Why Do the New Fix and Flip Market Trends Suggest Local Lending for the Local Investor?
This recent June 12 Bloomberg article by Michael Sasso is worth a read at this transformational juncture in the history of fix-and-flip real estate investment. According to the article, flip activity appears to be slowing, and average ROI appears to be dropping. On the surface, this is discouraging to the independent residential real estate investor. However, with the ibuyer market quickly expanding, and with hard money lending inherently difficult to measure (as noted by Sasso), definition of change at the national level is difficult, if not deceiving. Let’s look at the major market shifts and their investment implications for the traditional, local, independent, fix and flip investor:
- If the fix and flip market by definition of the new iBuyer segment is no longer including the “paint and carpet” jobs, the remaining market of the more rehab-intensive flips will appear to be a shrunken fix and flip market overall.
- The iBuyers are paying higher prices for the quick flips than the independent investors would have likely negotiated, and selling for thin margins at high volumes. This alone brings the overall residential real estate investment market ROI down. The remaining fix and flips, with longer flips and higher rehab costs, are at higher risk of lower ROI, especially with more inexperienced investors handling them.
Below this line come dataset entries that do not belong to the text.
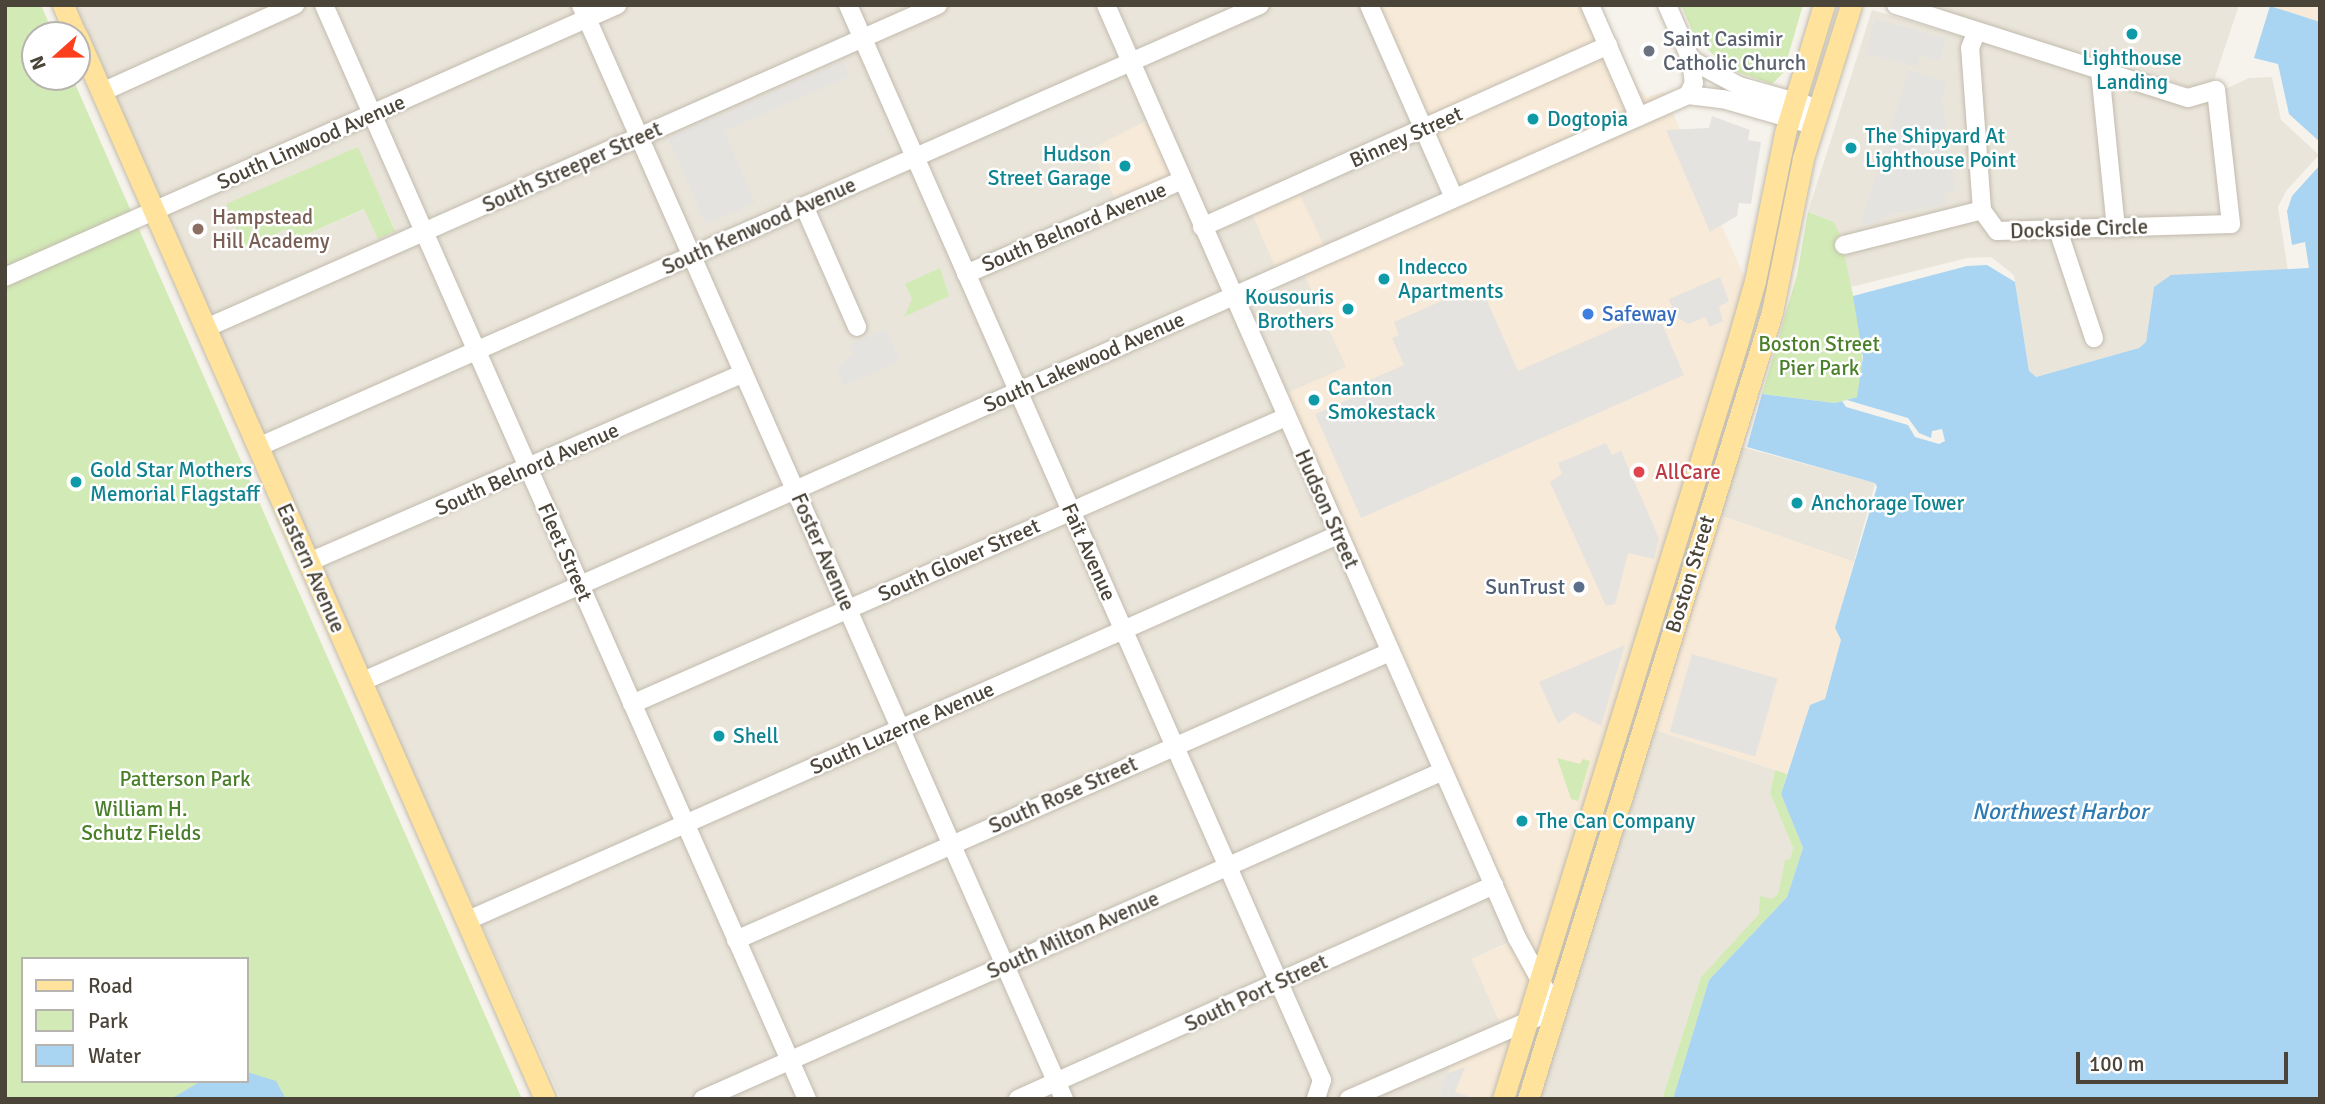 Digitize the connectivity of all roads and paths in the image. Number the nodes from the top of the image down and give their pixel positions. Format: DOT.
graph roads {
  1 [pos="63,5"];
  2 [pos="295,5"];
  3 [pos="324,5"];
  4 [pos="617,5"];
  5 [pos="848,5"];
  6 [pos="938,5"];
  7 [pos="1106,5"];
  8 [pos="1260,5"];
  9 [pos="1369,5"];
  10 [pos="1590,5"];
  11 [pos="1667,5"];
  12 [pos="1824,5"];
  13 [pos="1850,5"];
  14 [pos="1902,8"];
  15 [pos="584,12"];
  16 [pos="70,21"];
  17 [pos="1976,33"];
  18 [pos="863,38"];
  19 [pos="1608,45"];
  20 [pos="1691,60"];
  21 [pos="1131,62"];
  22 [pos="91,67"];
  23 [pos="2101,71"];
  24 [pos="102,92"];
  25 [pos="1688,95"];
  26 [pos="1792,110"];
  27 [pos="372,116"];
  28 [pos="1639,117"];
  29 [pos="1816,117"];
  30 [pos="1424,130"];
  31 [pos="638,137"];
  32 [pos="915,157"];
  33 [pos="1182,180"];
  34 [pos="1454,198"];
  35 [pos="804,206"];
  36 [pos="1982,210"];
  37 [pos="154,211"];
  38 [pos="1202,226"];
  39 [pos="2116,228"];
  40 [pos="2058,230"];
  41 [pos="424,232"];
  42 [pos="1844,245"];
  43 [pos="691,256"];
  44 [pos="967,274"];
  45 [pos="5,277"];
  46 [pos="1232,297"];
  47 [pos="856,327"];
  48 [pos="206,328"];
  49 [pos="2094,338"];
  50 [pos="476,351"];
  51 [pos="743,373"];
  52 [pos="1018,391"];
  53 [pos="1286,417"];
  54 [pos="258,447"];
  55 [pos="528,468"];
  56 [pos="795,490"];
  57 [pos="1071,511"];
  58 [pos="1336,536"];
  59 [pos="309,562"];
  60 [pos="580,585"];
  61 [pos="848,609"];
  62 [pos="1124,630"];
  63 [pos="1390,652"];
  64 [pos="361,682"];
  65 [pos="632,704"];
  66 [pos="900,729"];
  67 [pos="1175,746"];
  68 [pos="1443,771"];
  69 [pos="687,823"];
  70 [pos="951,845"];
  71 [pos="1228,867"];
  72 [pos="1494,885"];
  73 [pos="466,921"];
  74 [pos="736,940"];
  75 [pos="1005,966"];
  76 [pos="1539,983"];
  77 [pos="1280,984"];
  78 [pos="1556,1009"];
  79 [pos="1528,1021"];
  80 [pos="790,1060"];
  81 [pos="1060,1091"];
  82 [pos="1372,1094"];
  83 [pos="545,1099"];
  84 [pos="702,1099"];
  85 [pos="807,1099"];
  86 [pos="1018,1099"];
  87 [pos="1316,1099"];
  88 [pos="1349,1099"];
  89 [pos="1503,1099"];
  90 [pos="1528,1099"];
  1 -- 16 [label="main road, Eastern Avenue"];
  2 -- 24 [label="street"];
  3 -- 27 [label="street, Fleet Street"];
  4 -- 15 [label="street, South Linwood Avenue"];
  5 -- 18 [label="street, Fait Avenue"];
  6 -- 18 [label="street, South Streeper Street"];
  7 -- 21 [label="street, Hudson Street"];
  8 -- 21 [label="street, South Kenwood Avenue"];
  9 -- 30 [label="street"];
  10 -- 19 [label="street"];
  11 -- 20 [label="street"];
  12 -- 26 [label="main road, Boston Street"];
  13 -- 29 [label="main road, Boston Street"];
  14 -- 17 [label="street"];
  15 -- 27 [label="street, South Linwood Avenue"];
  15 -- 31 [label="street, Foster Avenue"];
  17 -- 23 [label="street"];
  17 -- 36 [label="street, Dockside Circle"];
  18 -- 31 [label="street, South Streeper Street"];
  18 -- 32 [label="street, Fait Avenue"];
  19 -- 28 [label="street"];
  19 -- 30 [label="street, Binney Street"];
  20 -- 25 [label="street"];
  20 -- 26 [label="street"];
  21 -- 32 [label="street, South Kenwood Avenue"];
  21 -- 33 [label="street, Hudson Street"];
  22 -- 24 [label="main road, Eastern Avenue"];
  23 -- 39 [label="street"];
  23 -- 39 [label="street, Dockside Circle"];
  24 -- 37 [label="main road, Eastern Avenue"];
  25 -- 26 [label="street"];
  25 -- 28 [label="street, South Lakewood Avenue"];
  26 -- 29 [label="street"];
  26 -- 76 [label="main road, Boston Street"];
  27 -- 37 [label="street, South Linwood Avenue"];
  27 -- 41 [label="street, Fleet Street"];
  28 -- 34 [label="street, South Lakewood Avenue"];
  29 -- 78 [label="main road, Boston Street"];
  30 -- 34 [label="street"];
  30 -- 38 [label="street, Binney Street"];
  31 -- 41 [label="street, South Streeper Street"];
  31 -- 43 [label="street, Foster Avenue"];
  32 -- 35 [label="street, South Kenwood Avenue"];
  32 -- 44 [label="street, Fait Avenue"];
  33 -- 38 [label="street, Hudson Street"];
  33 -- 44 [label="street, South Belnord Avenue"];
  34 -- 46 [label="street, South Lakewood Avenue"];
  35 -- 43 [label="street, South Kenwood Avenue"];
  35 -- 47 [label="street"];
  36 -- 40 [label="street, Dockside Circle"];
  36 -- 42 [label="street"];
  37 -- 45 [label="street, South Linwood Avenue"];
  37 -- 48 [label="main road, Eastern Avenue"];
  38 -- 46 [label="street, Hudson Street"];
  39 -- 40 [label="street, Dockside Circle"];
  40 -- 49 [label="street"];
  41 -- 48 [label="street, South Streeper Street"];
  41 -- 50 [label="street, Fleet Street"];
  43 -- 50 [label="street, South Kenwood Avenue"];
  43 -- 51 [label="street, Foster Avenue"];
  44 -- 52 [label="street, Fait Avenue"];
  46 -- 52 [label="street, South Lakewood Avenue"];
  46 -- 53 [label="street, Hudson Street"];
  48 -- 54 [label="main road, Eastern Avenue"];
  50 -- 54 [label="street, South Kenwood Avenue"];
  50 -- 55 [label="street, Fleet Street"];
  51 -- 55 [label="street, South Belnord Avenue"];
  51 -- 56 [label="street, Foster Avenue"];
  52 -- 56 [label="street, South Lakewood Avenue"];
  52 -- 57 [label="street, Fait Avenue"];
  53 -- 57 [label="street, South Glover Street"];
  53 -- 58 [label="street, Hudson Street"];
  54 -- 59 [label="main road, Eastern Avenue"];
  55 -- 59 [label="street, South Belnord Avenue"];
  55 -- 60 [label="street, Fleet Street"];
  56 -- 60 [label="street, South Lakewood Avenue"];
  56 -- 61 [label="street, Foster Avenue"];
  57 -- 61 [label="street, South Glover Street"];
  57 -- 62 [label="street, Fait Avenue"];
  58 -- 62 [label="street, South Luzerne Avenue"];
  58 -- 63 [label="street, Hudson Street"];
  59 -- 64 [label="main road, Eastern Avenue"];
  60 -- 64 [label="street, South Lakewood Avenue"];
  60 -- 65 [label="street, Fleet Street"];
  61 -- 65 [label="street, South Glover Street"];
  61 -- 66 [label="street, Foster Avenue"];
  62 -- 66 [label="street, South Luzerne Avenue"];
  62 -- 67 [label="street, Fait Avenue"];
  63 -- 67 [label="street, South Rose Street"];
  63 -- 68 [label="street, Hudson Street"];
  64 -- 73 [label="main road, Eastern Avenue"];
  65 -- 69 [label="street, Fleet Street"];
  66 -- 69 [label="street, South Luzerne Avenue"];
  66 -- 70 [label="street, Foster Avenue"];
  67 -- 70 [label="street, South Rose Street"];
  67 -- 71 [label="street, Fait Avenue"];
  68 -- 71 [label="street, South Milton Avenue"];
  68 -- 72 [label="street, Hudson Street"];
  69 -- 73 [label="street, South Luzerne Avenue"];
  69 -- 74 [label="street, Fleet Street"];
  70 -- 74 [label="street, South Rose Street"];
  70 -- 75 [label="street, Foster Avenue"];
  71 -- 75 [label="street, South Milton Avenue"];
  71 -- 77 [label="street, Fait Avenue"];
  72 -- 76 [label="street, Hudson Street"];
  72 -- 77 [label="street, South Port Street"];
  73 -- 83 [label="main road, Eastern Avenue"];
  74 -- 80 [label="street, Fleet Street"];
  75 -- 80 [label="street, South Milton Avenue"];
  75 -- 81 [label="street, Foster Avenue"];
  76 -- 78 [label="street, Hudson Street"];
  76 -- 79 [label="main road, Boston Street"];
  77 -- 81 [label="street, South Port Street"];
  77 -- 87 [label="street, Fait Avenue"];
  78 -- 79 [label="street"];
  78 -- 90 [label="main road, Boston Street"];
  79 -- 82 [label="street"];
  79 -- 89 [label="main road, Boston Street"];
  80 -- 84 [label="street, South Milton Avenue"];
  80 -- 85 [label="street, Fleet Street"];
  81 -- 86 [label="street, South Port Street"];
  82 -- 88 [label="street"];
}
- As pointed out by Sasso, many of the new lenders enter the market at the highest rates, and not offering to fund more than 70% of the purchase price on the investment property. There are fewer investors, especially newcomers, who can afford to put 30% down. Keep in mind that more of the new lenders are transacting virtually by internet, so they have to cover their risks of unknowns with higher rates and lower coverage of the purchase. These higher costs of entry tend to slow down the pace of the rehab-intensive flips.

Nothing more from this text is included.